Dataset entries:
-------------------------
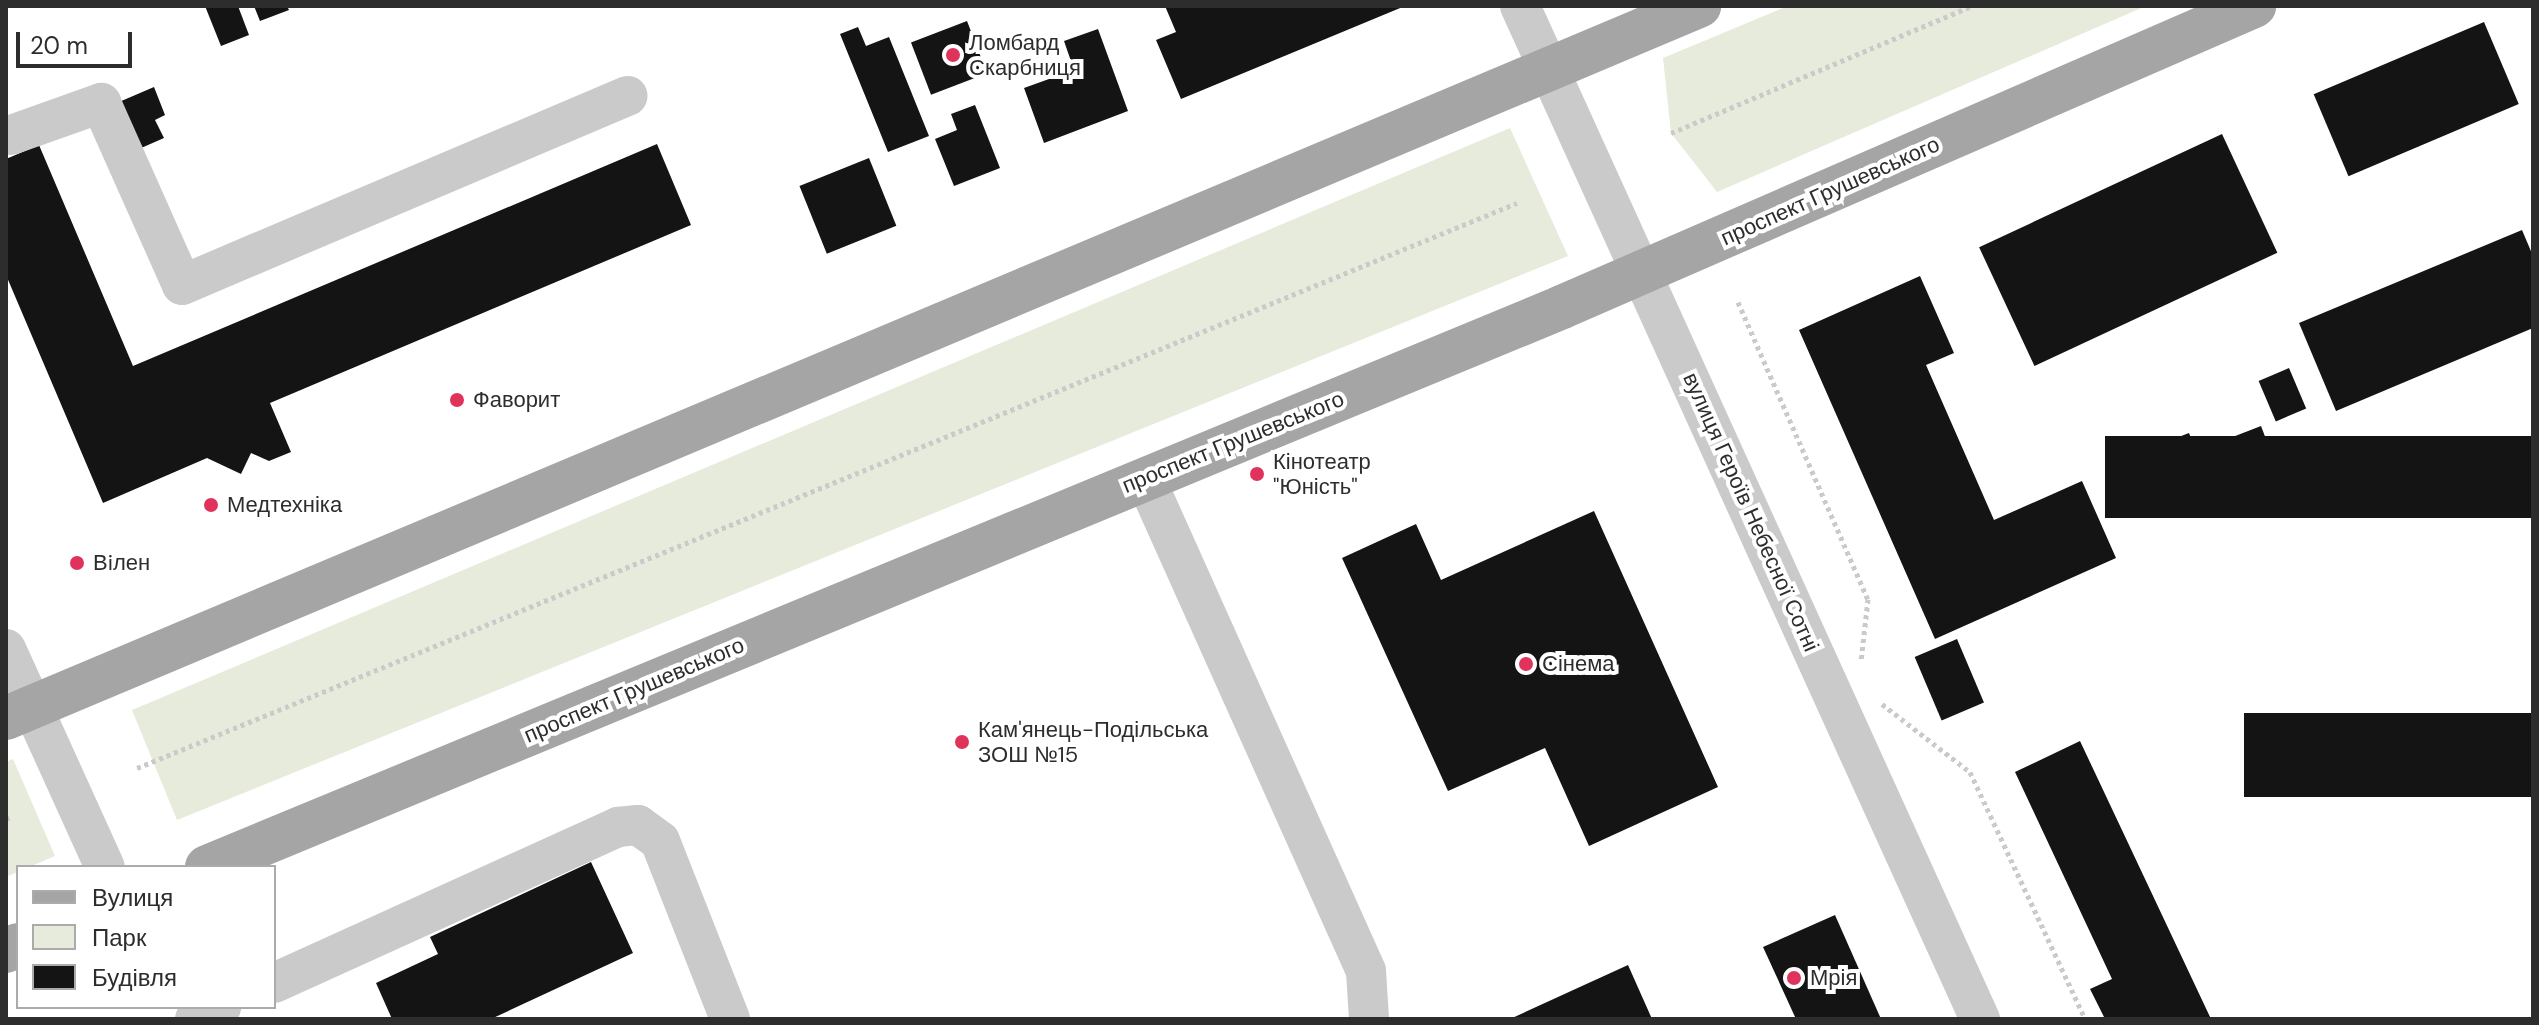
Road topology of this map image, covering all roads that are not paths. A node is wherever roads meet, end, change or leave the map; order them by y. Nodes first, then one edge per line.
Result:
1 (1520, 6) edge
2 (1699, 6) edge
3 (2254, 6) edge
4 (1551, 68) junction
5 (628, 96) dead end
6 (8, 132) edge
7 (1643, 272) junction
8 (1145, 478) junction
9 (6, 649) edge
10 (20, 713) edge
11 (104, 865) edge
12 (212, 865) edge
13 (276, 982) edge
14 (217, 1009) edge
15 (195, 1019) edge
16 (730, 1019) edge
17 (1369, 1019) edge
18 (1980, 1019) edge

1 - 4 street, вулиця Героїв Небесної Сотні
2 - 4 main road
3 - 7 main road, проспект Грушевського
4 - 7 street, вулиця Героїв Небесної Сотні
4 - 10 main road
5 - 6 street
7 - 8 main road, проспект Грушевського
7 - 18 street, вулиця Героїв Небесної Сотні
8 - 12 main road, проспект Грушевського
8 - 17 street
9 - 10 street
10 - 11 street
13 - 16 street
14 - 15 street

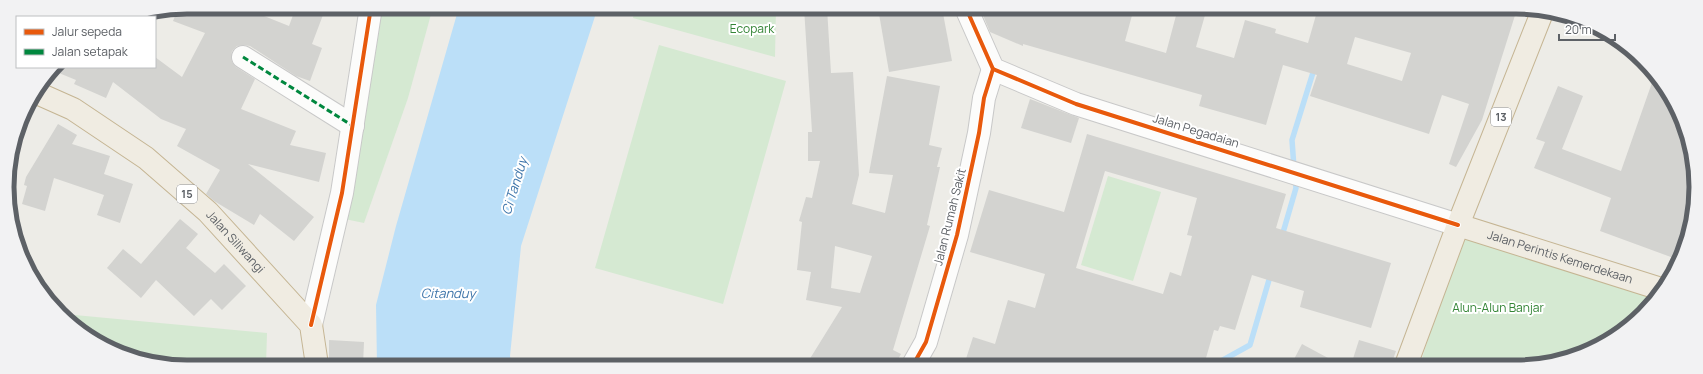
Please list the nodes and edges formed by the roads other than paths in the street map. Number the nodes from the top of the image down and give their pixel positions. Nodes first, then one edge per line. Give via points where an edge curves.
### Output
1 (370, 14) edge
2 (969, 14) edge
3 (1541, 15) edge
4 (243, 57) dead end
5 (993, 69) junction
6 (41, 94) edge
7 (353, 126) junction
8 (1458, 224) junction
9 (1656, 288) edge
10 (311, 325) junction
11 (316, 360) edge
12 (916, 360) edge
13 (1408, 360) edge

1 - 7 street
2 - 5 street
3 - 8 highway, 13
4 - 7 street
5 - 8 street, Jalan Pegadaian via 1076,104
5 - 12 street, Jalan Rumah Sakit via 984,98 957,235 926,342
6 - 10 highway, Jalan Siliwangi / 15 via 73,109 146,158 208,212
7 - 10 street via 342,193
8 - 9 highway, Jalan Perintis Kemerdekaan
8 - 13 highway, 13
10 - 11 highway

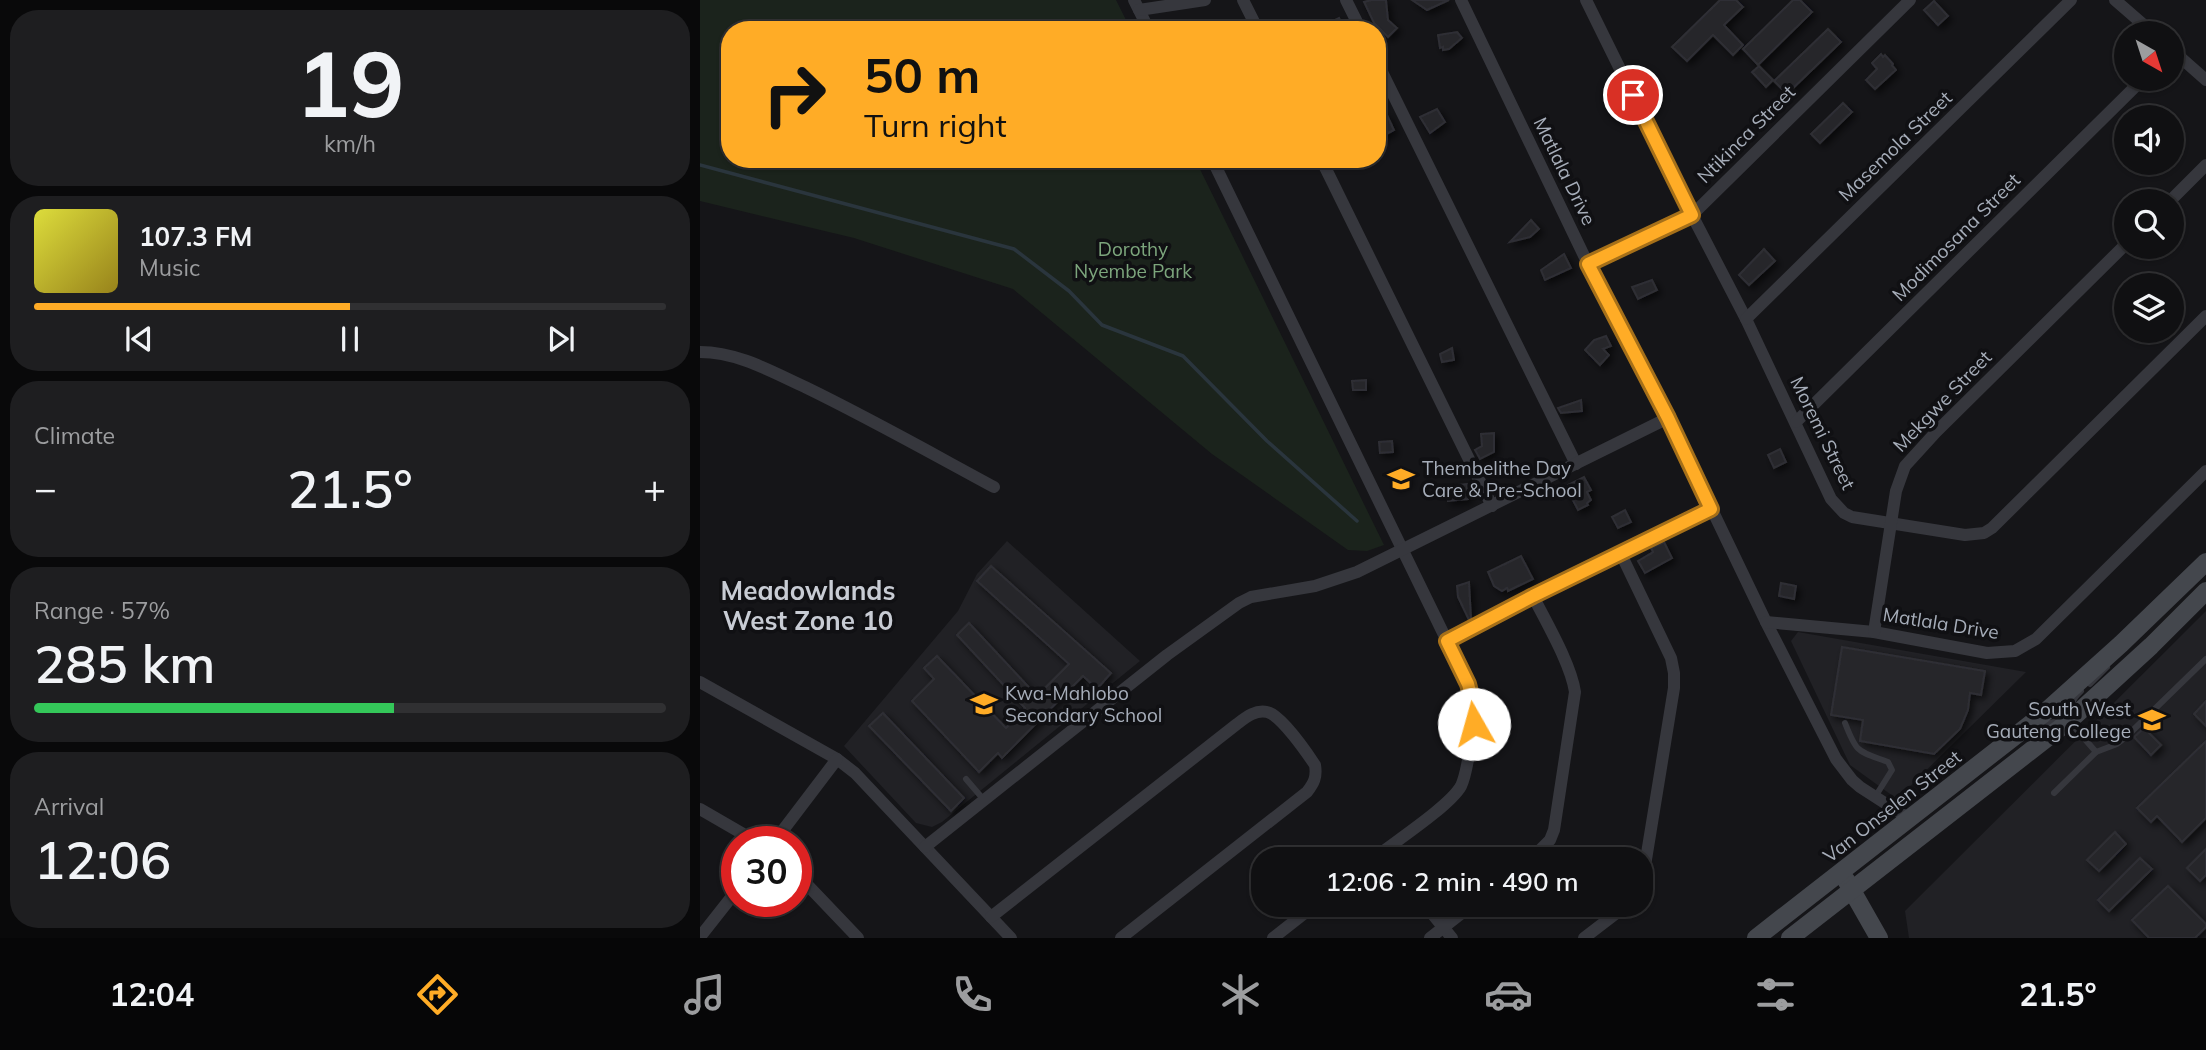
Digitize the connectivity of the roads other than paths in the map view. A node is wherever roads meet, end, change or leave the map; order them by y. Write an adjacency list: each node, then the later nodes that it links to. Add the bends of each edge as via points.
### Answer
1 (1205, 0): 9 (street)
2 (1243, 0): 11 (street)
3 (1346, 0): 12 (street)
4 (1461, 0): 24 (street, Matlala Drive)
5 (1586, 0): 22 (street, Moremi Street)
6 (1910, 0): 22 (street, Ntikinca Street)
7 (2115, 0): 13 (street)
8 (2067, 1): 26 (street, Masemola Street)
9 (1137, 5): 10 (street)
10 (1145, 21)
11 (1254, 21)
12 (1356, 21)
13 (2139, 21)
14 (2184, 61): 16 (street)
15 (1386, 80): 30 (street)
16 (2206, 80)
17 (2131, 91): 29 (street, Modimosana Street)
18 (2206, 165): 21 (street)
19 (1216, 168): 36 (street)
20 (1325, 168): 33 (street)
21 (2182, 189)
22 (1692, 215): 24 (street, Ntikinca Street); 26 (street, Moremi Street)
23 (2114, 256): 35 (street, Mekgwe Street, via 1913,455 1901,476)
24 (1588, 264): 28 (street, Matlala Drive)
25 (2206, 316): 35 (street, Moremi Street, via 1992,528 1965,535)
26 (1746, 319): 29 (street, Moremi Street)
27 (700, 352): 32 (street, via 734,356 774,373)
28 (1668, 418): 30 (street); 34 (street, Matlala Drive)
29 (1796, 422): 35 (street, Moremi Street, via 1837,506 1852,517)
30 (1576, 464): 33 (street)
31 (2206, 471): 43 (street, Matlala Drive, via 2024,647 1987,653)
32 (994, 486)
33 (1492, 506): 36 (street)
34 (1711, 509): 37 (street); 42 (street, Matlala Drive)
35 (1891, 522): 43 (street, Mekgwe Street)
36 (1402, 549): 44 (street); 55 (street, via 1337,580 1239,603)
37 (1621, 554): 40 (street); 63 (street, via 1674,673)
38 (2206, 562): 41 (main road, Van Onselen Street)
39 (2206, 591): 47 (main road)
40 (1533, 596): 44 (street); 62 (street, via 1575,692 1555,830)
41 (2147, 619): 47 (lane, via 2073,700); 51 (main road, Van Onselen Street, via 2042,715)
42 (1766, 622): 43 (street, Matlala Drive); 54 (street, Matlala Drive, via 1836,759 1852,780)
43 (1874, 632)
44 (1447, 641): 61 (street, via 1473,703 1464,778 1453,796)
45 (2206, 659): 49 (lane, via 2126,737)
46 (700, 682): 50 (street)
47 (2069, 721): 49 (lane); 51 (lane, via 2043,725); 66 (main road)
48 (1845, 723): 54 (lane, via 1855,748 1891,765)
49 (2096, 752): 53 (lane)
50 (838, 759): 59 (street); 60 (street)
51 (1962, 777): 57 (main road, Van Onselen Street)
52 (966, 779): 55 (lane)
53 (2054, 793)
54 (1875, 797): 57 (street, Matlala Drive)
55 (984, 800): 60 (street)
56 (700, 809): 58 (street)
57 (1908, 818): 64 (main road, Van Onselen Street)
58 (729, 826)
59 (786, 826)
60 (925, 847): 68 (street)
61 (1393, 847)
62 (1543, 847)
63 (1648, 847)
64 (1841, 873): 66 (main road); 82 (main road, Van Onselen Street)
65 (812, 890): 75 (street)
66 (1852, 890): 83 (main road); 84 (main road)
67 (721, 911): 74 (street)
68 (991, 917): 76 (street); 77 (street, via 1237,724 1255,713 1270,712 1315,765 1313,784)
69 (1300, 917): 78 (street)
70 (1435, 917): 73 (street)
71 (1457, 917): 73 (street)
72 (1611, 917): 81 (street)
73 (1444, 927): 79 (street); 80 (street)
74 (701, 937)
75 (858, 938)
76 (1011, 938)
77 (1121, 938)
78 (1273, 938)
79 (1430, 938)
80 (1452, 938)
81 (1584, 938)
82 (1756, 938)
83 (1790, 938)
84 (1879, 938)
-------------------------
What to do: Word for word, give again the lines from the first entry to the line with "Please list the", inclusive. Exclude the pictures.

Response to the task:
Road topology of this map image, covering all roads that are not paths. A node is wherever roads meet, end, change or leave the map; order them by y. Nodes first, then one edge per line.
Result:
1 (1520, 6) edge
2 (1699, 6) edge
3 (2254, 6) edge
4 (1551, 68) junction
5 (628, 96) dead end
6 (8, 132) edge
7 (1643, 272) junction
8 (1145, 478) junction
9 (6, 649) edge
10 (20, 713) edge
11 (104, 865) edge
12 (212, 865) edge
13 (276, 982) edge
14 (217, 1009) edge
15 (195, 1019) edge
16 (730, 1019) edge
17 (1369, 1019) edge
18 (1980, 1019) edge

1 - 4 street, вулиця Героїв Небесної Сотні
2 - 4 main road
3 - 7 main road, проспект Грушевського
4 - 7 street, вулиця Героїв Небесної Сотні
4 - 10 main road
5 - 6 street
7 - 8 main road, проспект Грушевського
7 - 18 street, вулиця Героїв Небесної Сотні
8 - 12 main road, проспект Грушевського
8 - 17 street
9 - 10 street
10 - 11 street
13 - 16 street
14 - 15 street

Please list the nodes and edges formed by the roads other than paths in the street map. Number the nodes from the top of the image down and give their pixel positions. Nodes first, then one edge per line. Give via points where an edge curves.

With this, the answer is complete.